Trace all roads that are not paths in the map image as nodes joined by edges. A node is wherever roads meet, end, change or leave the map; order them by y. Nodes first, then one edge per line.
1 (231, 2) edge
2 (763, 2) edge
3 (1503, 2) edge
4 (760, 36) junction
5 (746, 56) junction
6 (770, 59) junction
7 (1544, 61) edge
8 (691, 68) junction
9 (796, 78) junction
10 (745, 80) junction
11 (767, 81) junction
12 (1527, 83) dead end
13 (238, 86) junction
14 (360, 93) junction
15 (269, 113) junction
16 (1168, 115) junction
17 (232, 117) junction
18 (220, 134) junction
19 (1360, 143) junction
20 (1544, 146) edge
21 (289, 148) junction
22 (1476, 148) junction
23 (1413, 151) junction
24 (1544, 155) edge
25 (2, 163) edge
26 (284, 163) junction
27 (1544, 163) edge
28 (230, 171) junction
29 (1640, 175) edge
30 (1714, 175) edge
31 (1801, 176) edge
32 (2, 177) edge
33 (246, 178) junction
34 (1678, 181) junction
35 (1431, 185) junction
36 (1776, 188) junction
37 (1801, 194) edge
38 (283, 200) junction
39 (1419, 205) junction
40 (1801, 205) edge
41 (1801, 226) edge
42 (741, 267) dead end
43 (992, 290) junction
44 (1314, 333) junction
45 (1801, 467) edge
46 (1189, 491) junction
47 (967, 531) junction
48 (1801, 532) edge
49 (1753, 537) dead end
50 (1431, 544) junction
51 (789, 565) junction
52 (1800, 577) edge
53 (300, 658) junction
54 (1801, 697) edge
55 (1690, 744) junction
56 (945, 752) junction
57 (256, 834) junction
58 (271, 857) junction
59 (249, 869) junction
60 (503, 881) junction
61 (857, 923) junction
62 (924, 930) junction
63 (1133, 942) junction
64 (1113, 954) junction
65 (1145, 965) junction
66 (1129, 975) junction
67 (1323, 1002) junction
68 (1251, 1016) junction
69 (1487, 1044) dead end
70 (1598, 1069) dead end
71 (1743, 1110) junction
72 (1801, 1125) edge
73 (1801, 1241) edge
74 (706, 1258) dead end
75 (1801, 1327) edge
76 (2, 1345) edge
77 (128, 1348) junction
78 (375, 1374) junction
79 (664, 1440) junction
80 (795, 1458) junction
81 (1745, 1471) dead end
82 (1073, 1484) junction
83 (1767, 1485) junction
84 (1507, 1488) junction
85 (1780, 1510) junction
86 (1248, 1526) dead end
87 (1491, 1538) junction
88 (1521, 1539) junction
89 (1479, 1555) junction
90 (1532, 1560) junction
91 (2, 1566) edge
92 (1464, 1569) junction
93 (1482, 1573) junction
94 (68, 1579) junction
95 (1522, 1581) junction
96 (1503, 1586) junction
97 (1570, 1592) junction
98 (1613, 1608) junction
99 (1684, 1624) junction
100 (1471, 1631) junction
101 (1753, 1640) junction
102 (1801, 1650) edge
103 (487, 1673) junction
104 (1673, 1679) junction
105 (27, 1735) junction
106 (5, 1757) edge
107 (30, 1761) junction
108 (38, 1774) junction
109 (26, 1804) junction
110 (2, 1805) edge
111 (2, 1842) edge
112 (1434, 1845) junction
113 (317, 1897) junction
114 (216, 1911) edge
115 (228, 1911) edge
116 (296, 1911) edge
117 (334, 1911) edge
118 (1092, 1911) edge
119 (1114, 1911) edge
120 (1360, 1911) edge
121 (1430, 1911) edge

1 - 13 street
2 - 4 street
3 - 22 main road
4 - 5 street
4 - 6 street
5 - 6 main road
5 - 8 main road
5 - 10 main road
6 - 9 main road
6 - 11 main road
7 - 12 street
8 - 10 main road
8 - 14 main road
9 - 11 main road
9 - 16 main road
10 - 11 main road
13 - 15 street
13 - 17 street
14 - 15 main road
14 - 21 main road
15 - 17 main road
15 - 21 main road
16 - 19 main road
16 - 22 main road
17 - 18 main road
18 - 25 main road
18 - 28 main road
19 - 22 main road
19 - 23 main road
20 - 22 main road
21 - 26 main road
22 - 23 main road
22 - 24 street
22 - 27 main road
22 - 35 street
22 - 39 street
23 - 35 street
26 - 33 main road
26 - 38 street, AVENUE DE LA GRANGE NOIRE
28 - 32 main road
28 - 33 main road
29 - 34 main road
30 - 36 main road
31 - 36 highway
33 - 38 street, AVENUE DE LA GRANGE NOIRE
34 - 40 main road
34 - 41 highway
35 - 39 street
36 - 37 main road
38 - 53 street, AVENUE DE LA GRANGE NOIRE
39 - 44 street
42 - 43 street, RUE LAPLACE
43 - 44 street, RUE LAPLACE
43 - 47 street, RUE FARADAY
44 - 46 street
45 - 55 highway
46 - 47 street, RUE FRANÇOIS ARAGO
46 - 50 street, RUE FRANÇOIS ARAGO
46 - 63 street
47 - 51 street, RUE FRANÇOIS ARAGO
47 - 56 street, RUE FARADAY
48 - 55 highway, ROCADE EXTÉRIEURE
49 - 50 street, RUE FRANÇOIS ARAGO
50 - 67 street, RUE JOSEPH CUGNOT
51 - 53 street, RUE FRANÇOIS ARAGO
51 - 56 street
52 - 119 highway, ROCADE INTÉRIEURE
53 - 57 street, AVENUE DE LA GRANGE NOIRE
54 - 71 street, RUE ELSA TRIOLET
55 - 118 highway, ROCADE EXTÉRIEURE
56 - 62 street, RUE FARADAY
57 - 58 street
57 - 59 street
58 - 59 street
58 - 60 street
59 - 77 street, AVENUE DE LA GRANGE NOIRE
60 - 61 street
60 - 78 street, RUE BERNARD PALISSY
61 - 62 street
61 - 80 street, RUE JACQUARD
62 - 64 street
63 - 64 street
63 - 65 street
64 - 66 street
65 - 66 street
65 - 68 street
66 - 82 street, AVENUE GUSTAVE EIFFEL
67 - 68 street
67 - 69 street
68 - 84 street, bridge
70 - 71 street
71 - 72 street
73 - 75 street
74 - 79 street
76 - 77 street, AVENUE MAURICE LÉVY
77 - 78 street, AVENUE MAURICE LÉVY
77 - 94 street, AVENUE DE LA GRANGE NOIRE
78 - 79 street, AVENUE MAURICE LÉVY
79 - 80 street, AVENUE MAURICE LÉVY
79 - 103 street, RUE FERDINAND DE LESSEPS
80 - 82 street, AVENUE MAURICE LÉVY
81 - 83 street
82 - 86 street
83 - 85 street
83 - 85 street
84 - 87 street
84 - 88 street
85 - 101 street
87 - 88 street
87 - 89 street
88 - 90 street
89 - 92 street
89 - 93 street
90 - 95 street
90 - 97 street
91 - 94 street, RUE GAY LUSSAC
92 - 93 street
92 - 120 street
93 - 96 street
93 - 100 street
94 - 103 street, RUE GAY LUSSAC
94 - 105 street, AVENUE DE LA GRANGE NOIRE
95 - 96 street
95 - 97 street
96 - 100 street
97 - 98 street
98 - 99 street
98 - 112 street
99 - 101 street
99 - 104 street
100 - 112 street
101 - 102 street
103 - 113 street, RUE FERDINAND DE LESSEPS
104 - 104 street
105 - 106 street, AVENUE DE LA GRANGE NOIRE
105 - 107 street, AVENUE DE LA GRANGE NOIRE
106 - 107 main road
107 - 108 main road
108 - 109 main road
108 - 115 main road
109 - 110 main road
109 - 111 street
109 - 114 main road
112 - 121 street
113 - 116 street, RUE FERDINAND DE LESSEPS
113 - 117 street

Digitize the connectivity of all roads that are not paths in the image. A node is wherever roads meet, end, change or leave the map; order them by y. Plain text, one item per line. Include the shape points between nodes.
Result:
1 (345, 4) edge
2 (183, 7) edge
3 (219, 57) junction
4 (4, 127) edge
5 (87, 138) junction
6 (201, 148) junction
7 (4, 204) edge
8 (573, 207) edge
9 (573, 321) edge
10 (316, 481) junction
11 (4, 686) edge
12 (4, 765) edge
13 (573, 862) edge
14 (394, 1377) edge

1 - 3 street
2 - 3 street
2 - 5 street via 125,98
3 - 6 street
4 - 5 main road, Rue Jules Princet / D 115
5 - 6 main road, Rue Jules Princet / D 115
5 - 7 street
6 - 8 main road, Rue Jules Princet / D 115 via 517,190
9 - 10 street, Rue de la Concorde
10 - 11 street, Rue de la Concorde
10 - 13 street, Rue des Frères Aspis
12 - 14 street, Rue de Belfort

━━━━━━━━━━

> **ABOUT THIS TASK**:
The answer should be an exact copy of the lines from the one containing "Digitize the connectivity" through the last line of the entries, both included.

> **RESULT OF THIS TASK**:
Digitize the connectivity of all roads that are not paths in the image. A node is wherever roads meet, end, change or leave the map; order them by y. Plain text, one item per line. Include the shape points between nodes.
Result:
1 (345, 4) edge
2 (183, 7) edge
3 (219, 57) junction
4 (4, 127) edge
5 (87, 138) junction
6 (201, 148) junction
7 (4, 204) edge
8 (573, 207) edge
9 (573, 321) edge
10 (316, 481) junction
11 (4, 686) edge
12 (4, 765) edge
13 (573, 862) edge
14 (394, 1377) edge

1 - 3 street
2 - 3 street
2 - 5 street via 125,98
3 - 6 street
4 - 5 main road, Rue Jules Princet / D 115
5 - 6 main road, Rue Jules Princet / D 115
5 - 7 street
6 - 8 main road, Rue Jules Princet / D 115 via 517,190
9 - 10 street, Rue de la Concorde
10 - 11 street, Rue de la Concorde
10 - 13 street, Rue des Frères Aspis
12 - 14 street, Rue de Belfort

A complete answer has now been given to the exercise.